SUPPLIED MATERIAL Start Marker
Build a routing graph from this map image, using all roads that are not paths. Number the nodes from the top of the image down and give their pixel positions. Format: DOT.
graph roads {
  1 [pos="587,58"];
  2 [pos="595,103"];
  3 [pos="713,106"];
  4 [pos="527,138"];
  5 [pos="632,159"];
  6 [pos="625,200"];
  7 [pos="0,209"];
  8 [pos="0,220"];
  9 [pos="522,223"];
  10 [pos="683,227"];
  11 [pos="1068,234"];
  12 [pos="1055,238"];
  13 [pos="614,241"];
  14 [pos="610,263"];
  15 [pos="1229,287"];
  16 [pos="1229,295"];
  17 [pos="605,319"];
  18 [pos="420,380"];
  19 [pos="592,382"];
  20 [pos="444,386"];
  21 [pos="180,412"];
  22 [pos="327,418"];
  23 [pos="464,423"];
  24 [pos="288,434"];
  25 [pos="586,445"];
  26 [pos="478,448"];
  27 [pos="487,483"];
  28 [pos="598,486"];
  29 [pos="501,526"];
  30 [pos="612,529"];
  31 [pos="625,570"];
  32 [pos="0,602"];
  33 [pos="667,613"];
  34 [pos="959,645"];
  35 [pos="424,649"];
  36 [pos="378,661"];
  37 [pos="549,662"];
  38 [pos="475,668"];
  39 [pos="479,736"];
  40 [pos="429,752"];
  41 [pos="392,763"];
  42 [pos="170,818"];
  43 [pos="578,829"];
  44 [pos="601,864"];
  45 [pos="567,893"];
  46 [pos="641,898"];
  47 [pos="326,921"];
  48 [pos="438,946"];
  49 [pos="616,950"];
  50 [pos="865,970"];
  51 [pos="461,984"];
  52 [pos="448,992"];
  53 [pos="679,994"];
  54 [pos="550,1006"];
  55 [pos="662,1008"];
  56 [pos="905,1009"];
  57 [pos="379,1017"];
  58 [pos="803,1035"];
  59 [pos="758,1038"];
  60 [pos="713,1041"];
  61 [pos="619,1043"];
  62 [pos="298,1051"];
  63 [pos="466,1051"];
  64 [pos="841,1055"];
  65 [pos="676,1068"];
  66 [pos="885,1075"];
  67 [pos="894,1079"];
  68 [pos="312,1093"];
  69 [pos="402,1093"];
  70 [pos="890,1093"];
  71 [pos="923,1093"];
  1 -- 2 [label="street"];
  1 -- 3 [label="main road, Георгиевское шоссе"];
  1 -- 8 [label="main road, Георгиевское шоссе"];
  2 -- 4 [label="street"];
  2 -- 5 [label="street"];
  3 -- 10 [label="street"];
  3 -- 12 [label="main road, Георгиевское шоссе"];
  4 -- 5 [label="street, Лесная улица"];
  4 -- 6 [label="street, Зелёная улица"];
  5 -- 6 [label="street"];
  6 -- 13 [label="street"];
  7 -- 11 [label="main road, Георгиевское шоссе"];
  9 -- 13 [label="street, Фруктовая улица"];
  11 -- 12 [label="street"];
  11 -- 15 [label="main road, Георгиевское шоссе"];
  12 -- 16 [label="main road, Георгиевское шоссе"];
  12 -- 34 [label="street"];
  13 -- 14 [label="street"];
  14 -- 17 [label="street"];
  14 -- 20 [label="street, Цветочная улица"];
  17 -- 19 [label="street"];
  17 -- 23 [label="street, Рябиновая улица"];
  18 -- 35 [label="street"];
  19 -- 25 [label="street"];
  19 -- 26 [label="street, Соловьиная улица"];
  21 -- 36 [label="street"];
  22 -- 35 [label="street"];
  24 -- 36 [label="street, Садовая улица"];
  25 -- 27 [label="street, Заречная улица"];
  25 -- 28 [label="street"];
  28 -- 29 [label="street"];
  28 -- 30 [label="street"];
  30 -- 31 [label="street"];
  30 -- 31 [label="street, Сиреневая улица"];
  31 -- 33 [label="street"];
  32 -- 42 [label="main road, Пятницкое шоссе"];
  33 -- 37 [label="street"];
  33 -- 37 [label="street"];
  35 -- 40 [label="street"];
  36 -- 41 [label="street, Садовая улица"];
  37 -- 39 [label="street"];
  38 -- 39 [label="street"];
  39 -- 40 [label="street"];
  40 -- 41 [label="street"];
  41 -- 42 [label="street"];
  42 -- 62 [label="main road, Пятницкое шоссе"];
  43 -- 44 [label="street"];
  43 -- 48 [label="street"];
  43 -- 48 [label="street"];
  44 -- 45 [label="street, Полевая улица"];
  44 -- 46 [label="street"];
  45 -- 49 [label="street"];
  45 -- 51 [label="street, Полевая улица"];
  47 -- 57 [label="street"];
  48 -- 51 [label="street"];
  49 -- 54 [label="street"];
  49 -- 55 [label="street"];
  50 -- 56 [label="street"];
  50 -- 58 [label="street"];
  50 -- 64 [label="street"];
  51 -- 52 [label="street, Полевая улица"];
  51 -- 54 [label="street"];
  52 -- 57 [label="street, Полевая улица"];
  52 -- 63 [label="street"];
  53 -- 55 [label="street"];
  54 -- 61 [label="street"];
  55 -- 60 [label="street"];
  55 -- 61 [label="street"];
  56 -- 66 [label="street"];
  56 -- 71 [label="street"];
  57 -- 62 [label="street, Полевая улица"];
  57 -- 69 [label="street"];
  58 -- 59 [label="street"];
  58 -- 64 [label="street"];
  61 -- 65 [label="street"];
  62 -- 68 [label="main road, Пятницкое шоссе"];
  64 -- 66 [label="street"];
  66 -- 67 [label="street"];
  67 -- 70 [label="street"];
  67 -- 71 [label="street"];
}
SUPPLIED MATERIAL End Marker
#### TASK:
Going through the records, work out how many lines contain the word "graph". Please answer with the number only.

#### FINAL ANSWER:
2